THE INPUT section start

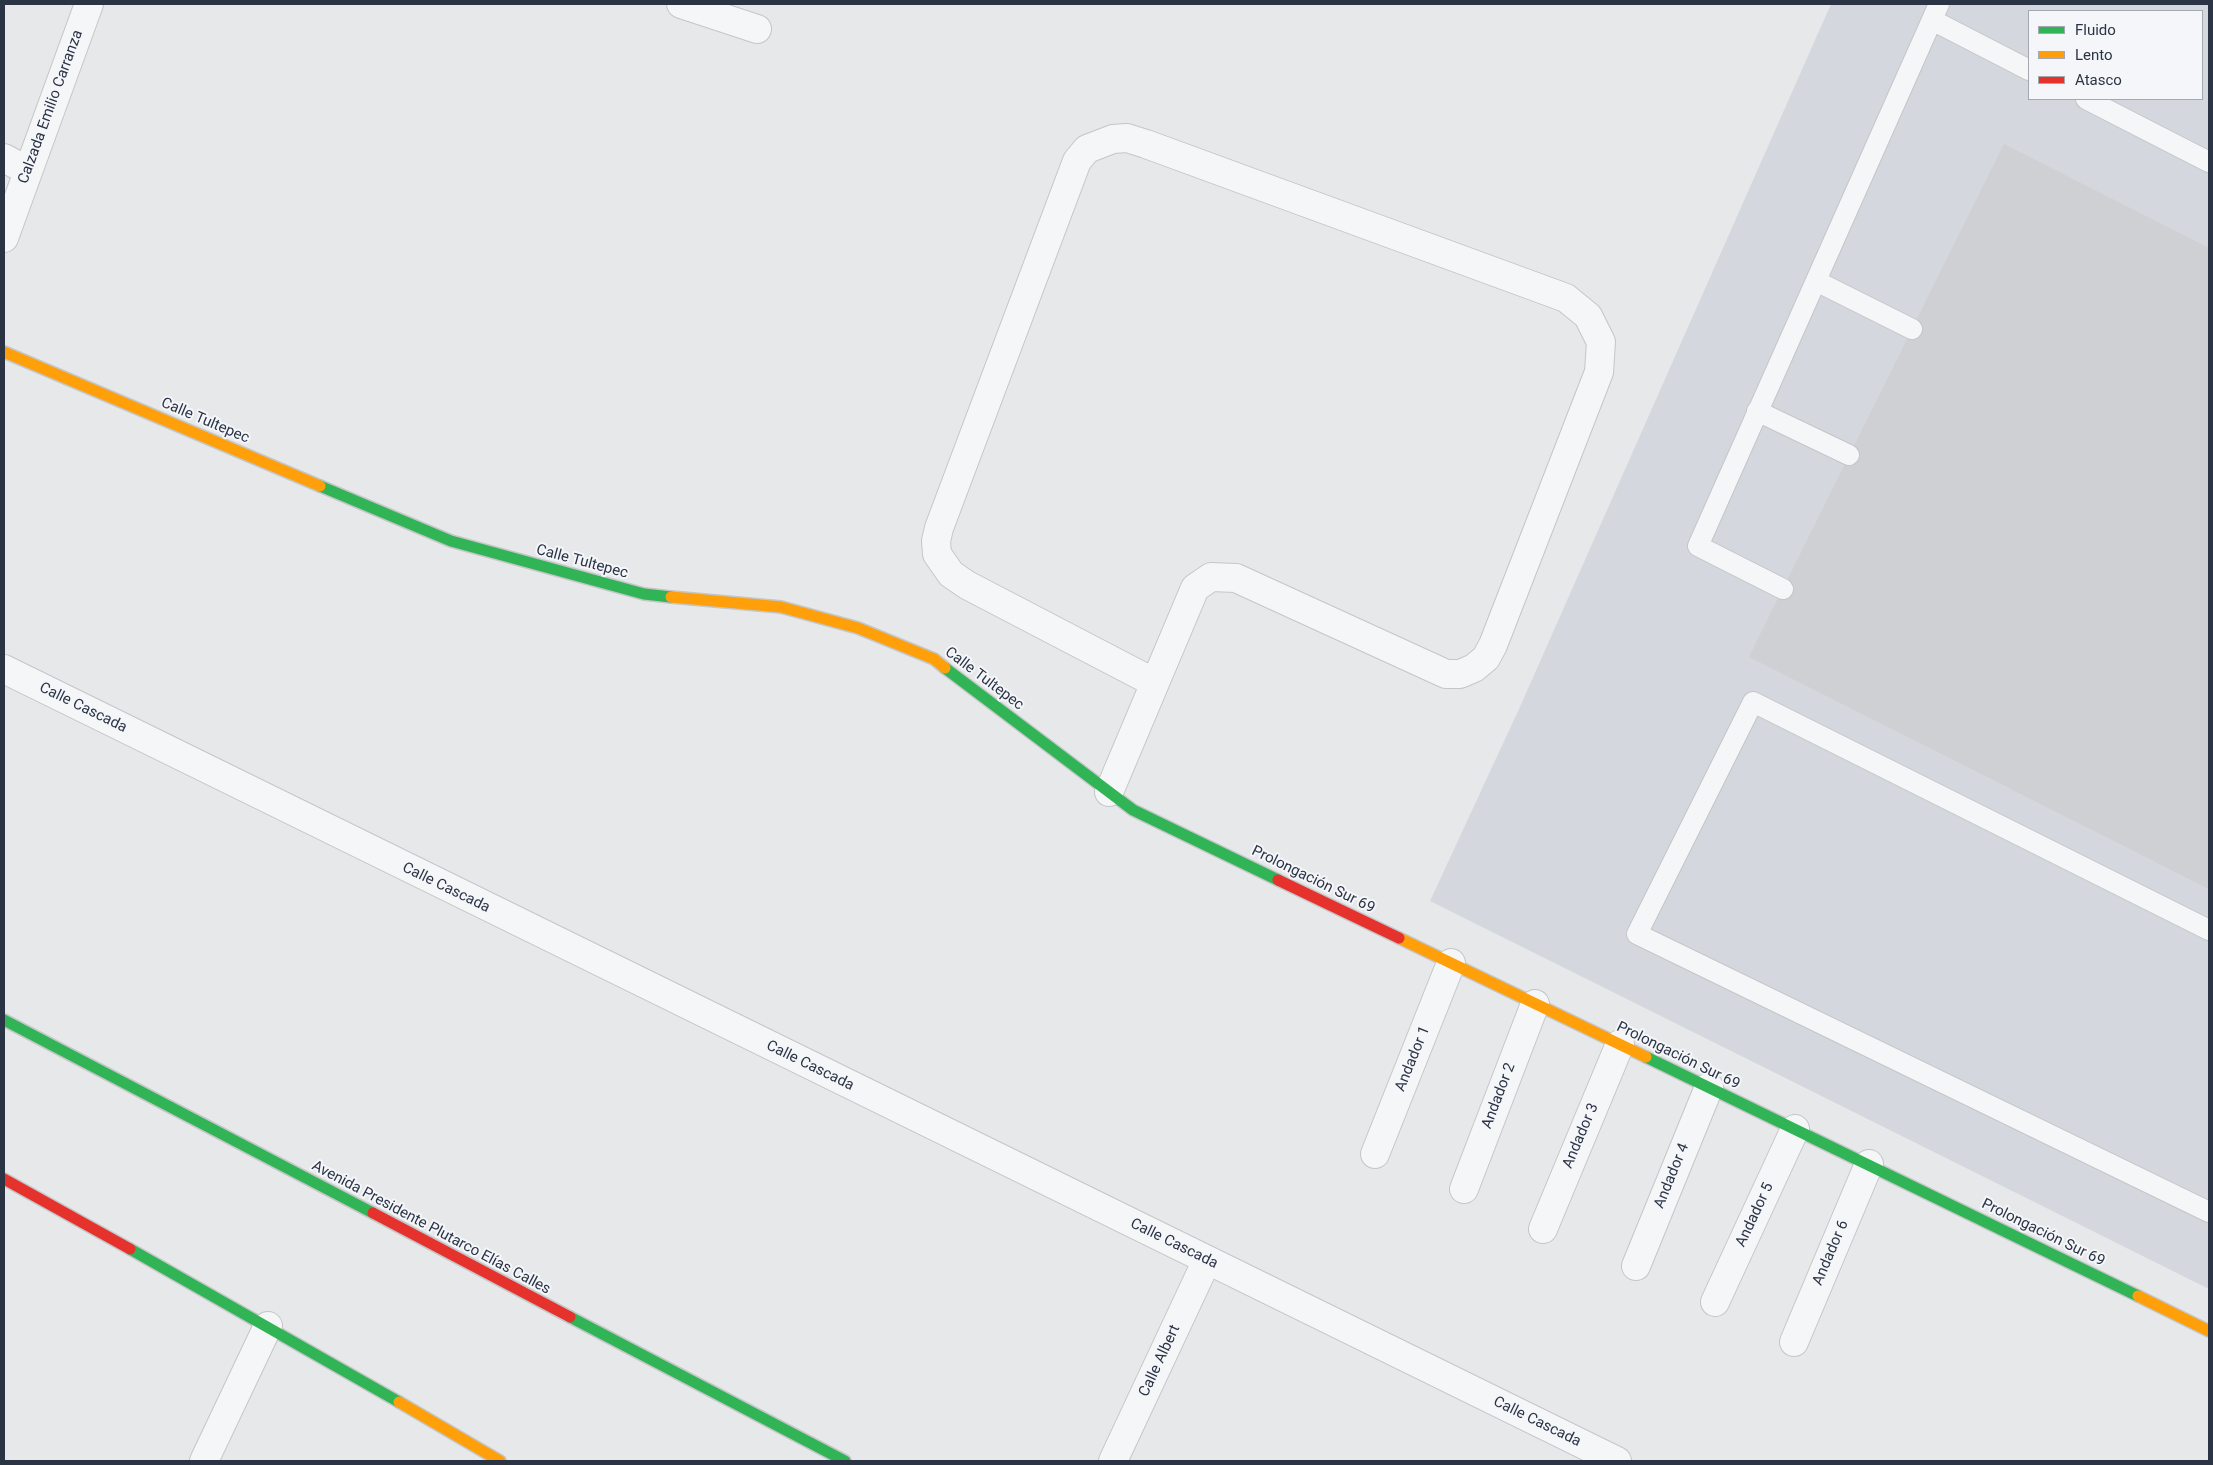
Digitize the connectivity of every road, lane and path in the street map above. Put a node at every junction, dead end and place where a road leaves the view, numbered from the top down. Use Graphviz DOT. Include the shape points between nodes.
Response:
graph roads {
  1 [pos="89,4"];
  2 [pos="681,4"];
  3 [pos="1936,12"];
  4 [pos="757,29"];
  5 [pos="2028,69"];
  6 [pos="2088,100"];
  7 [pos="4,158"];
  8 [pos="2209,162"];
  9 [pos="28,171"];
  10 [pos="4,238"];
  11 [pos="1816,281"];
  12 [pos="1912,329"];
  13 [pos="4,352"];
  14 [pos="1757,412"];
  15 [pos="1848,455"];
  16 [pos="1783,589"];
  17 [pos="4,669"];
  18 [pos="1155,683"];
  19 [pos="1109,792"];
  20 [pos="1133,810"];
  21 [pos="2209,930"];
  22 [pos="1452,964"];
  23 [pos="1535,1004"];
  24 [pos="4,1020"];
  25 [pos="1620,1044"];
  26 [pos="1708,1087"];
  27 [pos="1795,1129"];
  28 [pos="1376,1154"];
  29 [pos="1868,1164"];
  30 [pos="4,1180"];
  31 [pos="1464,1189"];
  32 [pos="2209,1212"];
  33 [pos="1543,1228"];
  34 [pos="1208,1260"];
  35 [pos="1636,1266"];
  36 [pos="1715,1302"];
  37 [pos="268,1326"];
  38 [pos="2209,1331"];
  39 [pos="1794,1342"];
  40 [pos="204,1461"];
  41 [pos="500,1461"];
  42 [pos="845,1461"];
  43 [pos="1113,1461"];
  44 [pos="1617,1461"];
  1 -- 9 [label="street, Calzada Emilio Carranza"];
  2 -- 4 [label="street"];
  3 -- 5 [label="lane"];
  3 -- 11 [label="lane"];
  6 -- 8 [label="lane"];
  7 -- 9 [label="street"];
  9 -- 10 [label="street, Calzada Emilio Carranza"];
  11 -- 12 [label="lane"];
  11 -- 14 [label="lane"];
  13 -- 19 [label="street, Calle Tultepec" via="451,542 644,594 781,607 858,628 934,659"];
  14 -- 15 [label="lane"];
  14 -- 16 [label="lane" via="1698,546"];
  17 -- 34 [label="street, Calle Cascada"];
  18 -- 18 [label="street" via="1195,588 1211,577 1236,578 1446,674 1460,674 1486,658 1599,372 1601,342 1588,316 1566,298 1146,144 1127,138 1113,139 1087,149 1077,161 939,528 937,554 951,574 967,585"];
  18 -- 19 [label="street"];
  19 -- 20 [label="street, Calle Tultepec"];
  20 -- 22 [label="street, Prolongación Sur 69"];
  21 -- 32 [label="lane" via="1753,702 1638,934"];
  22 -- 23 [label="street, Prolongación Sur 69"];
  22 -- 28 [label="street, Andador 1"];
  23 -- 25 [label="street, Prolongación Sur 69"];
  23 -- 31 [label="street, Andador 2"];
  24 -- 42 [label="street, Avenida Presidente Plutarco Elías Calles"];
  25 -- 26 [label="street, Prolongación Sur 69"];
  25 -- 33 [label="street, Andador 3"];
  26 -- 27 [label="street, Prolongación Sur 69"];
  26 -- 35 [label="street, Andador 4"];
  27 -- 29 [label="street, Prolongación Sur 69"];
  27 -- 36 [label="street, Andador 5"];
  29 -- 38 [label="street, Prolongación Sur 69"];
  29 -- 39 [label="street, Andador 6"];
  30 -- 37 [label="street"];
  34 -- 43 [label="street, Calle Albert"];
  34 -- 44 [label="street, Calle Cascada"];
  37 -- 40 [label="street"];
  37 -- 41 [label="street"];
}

THE INPUT section end
THE INPUT section start

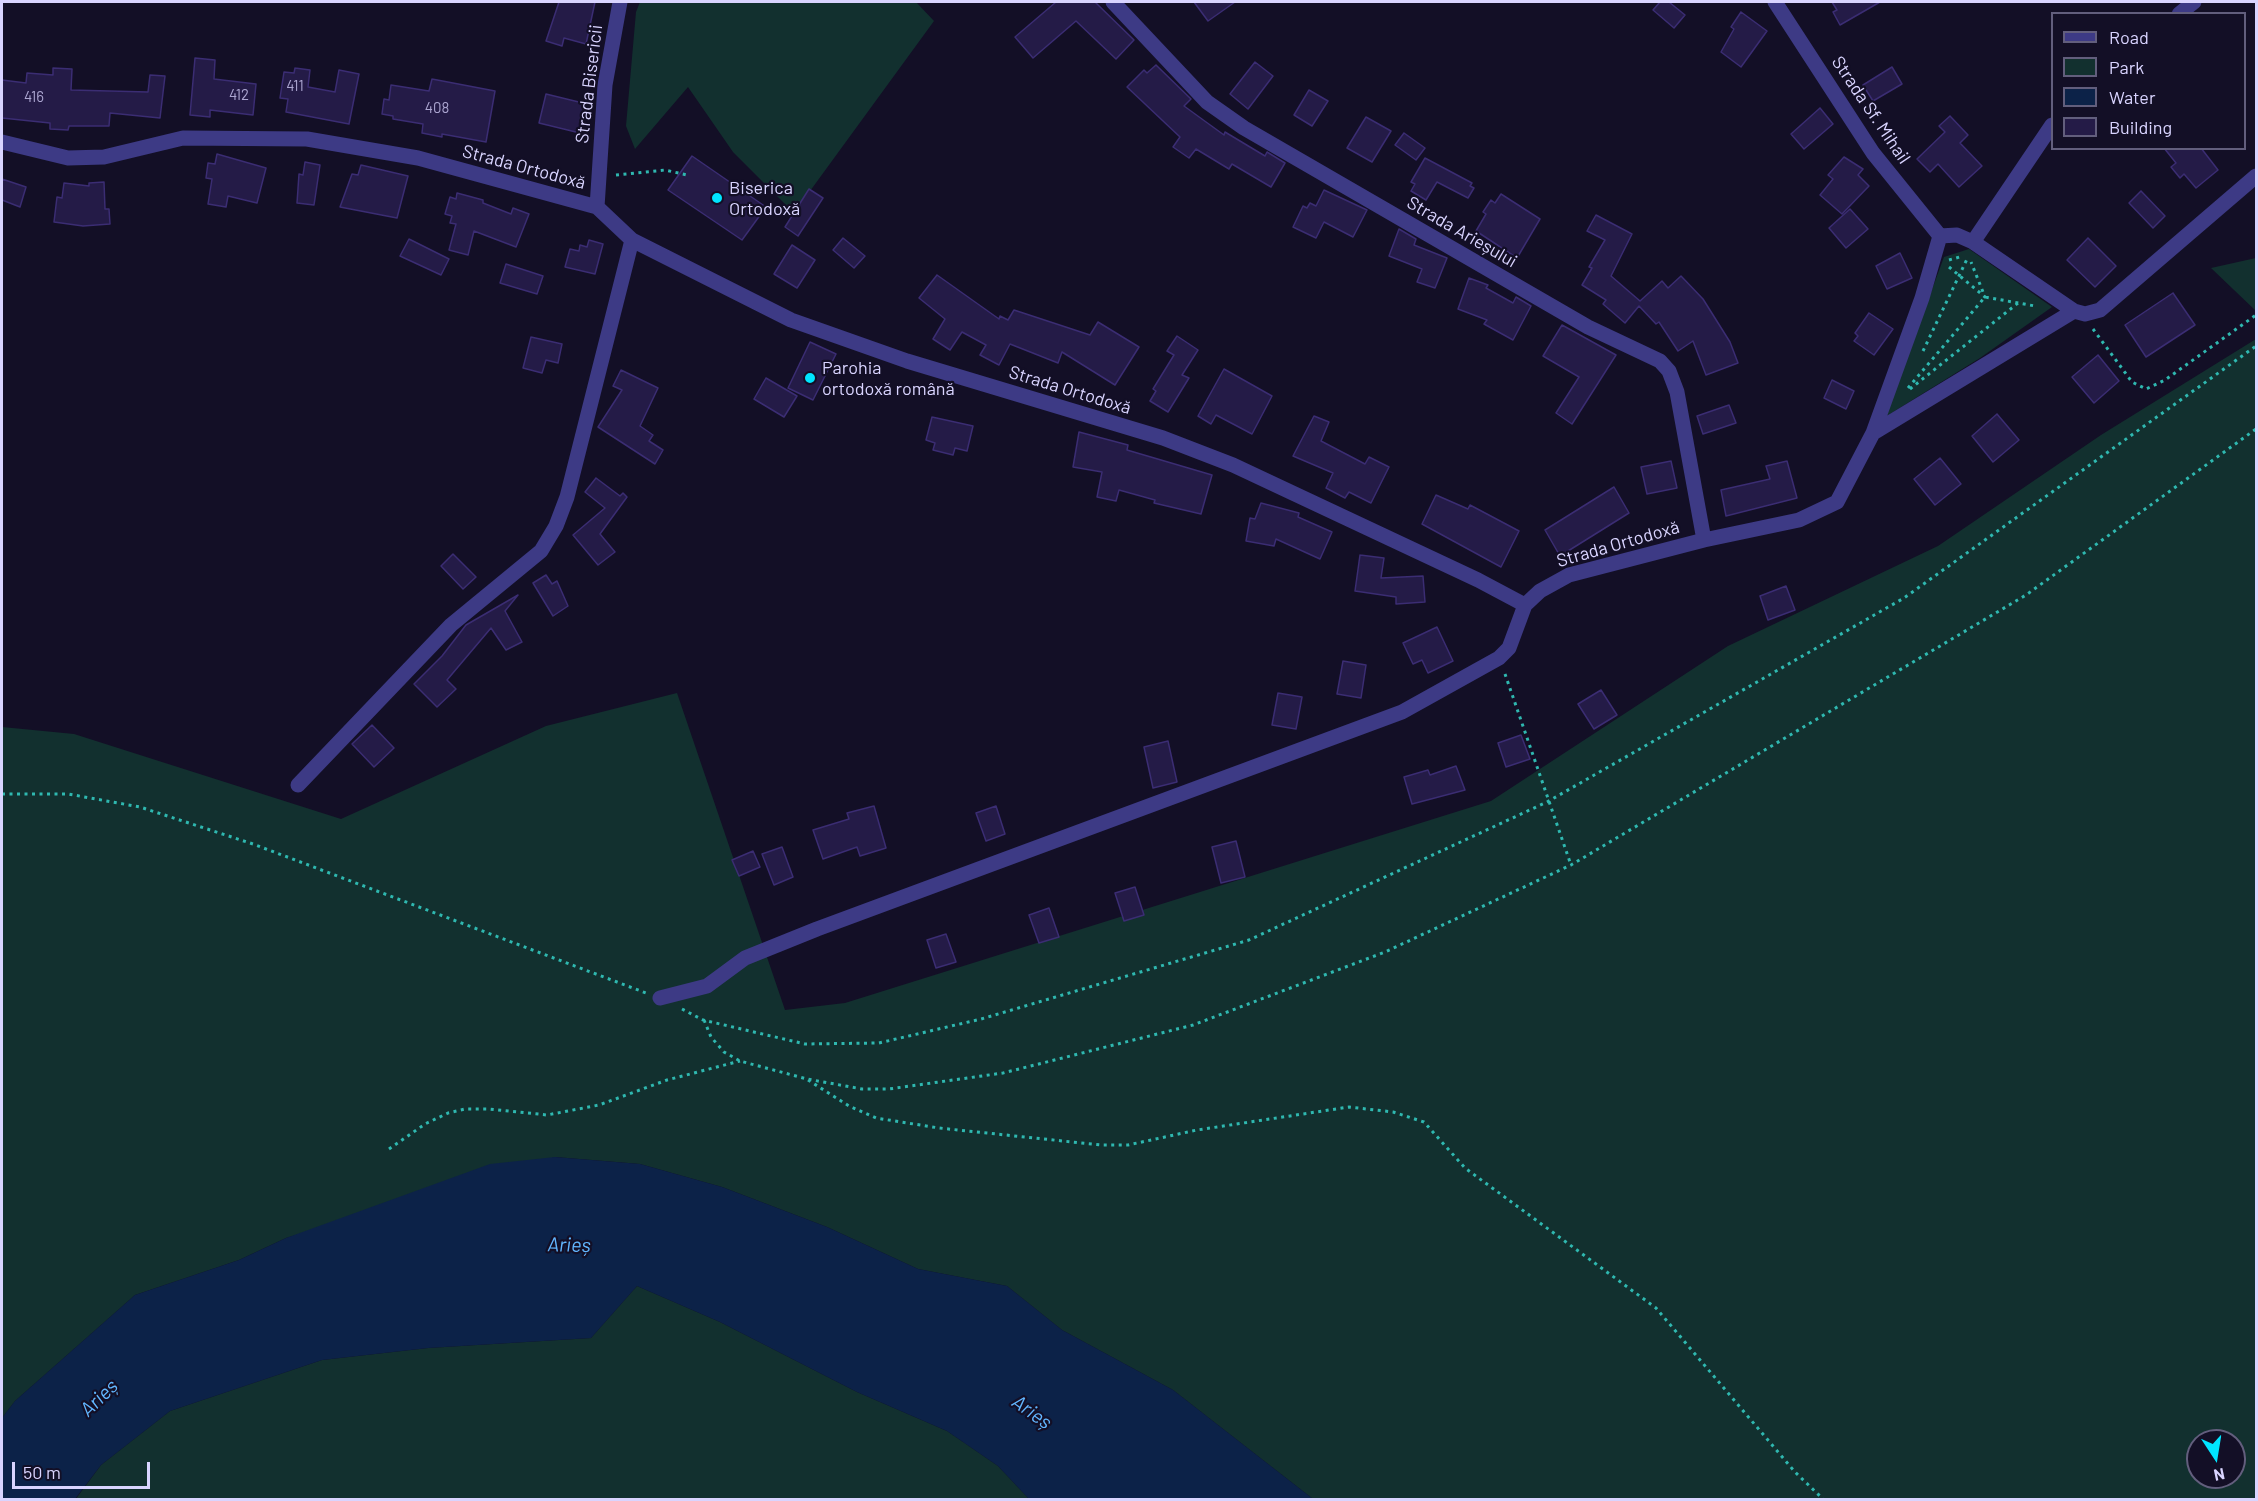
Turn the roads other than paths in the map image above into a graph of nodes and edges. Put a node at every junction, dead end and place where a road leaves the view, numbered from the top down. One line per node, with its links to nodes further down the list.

THE INPUT section end

▶ [DESCRIPTION OF THE TASK]:
Return all lines of the material above in which the word "every" occurs.

▶ [EXERCISE ANSWER]:
Digitize the connectivity of every road, lane and path in the street map above. Put a node at every junction, dead end and place where a road leaves the view, numbered from the top down. Use Graphviz DOT. Include the shape points between nodes.
Turn the roads other than paths in the map image above into a graph of nodes and edges. Put a node at every junction, dead end and place where a road leaves the view, numbered from the top down. One line per node, with its links to nodes further down the list.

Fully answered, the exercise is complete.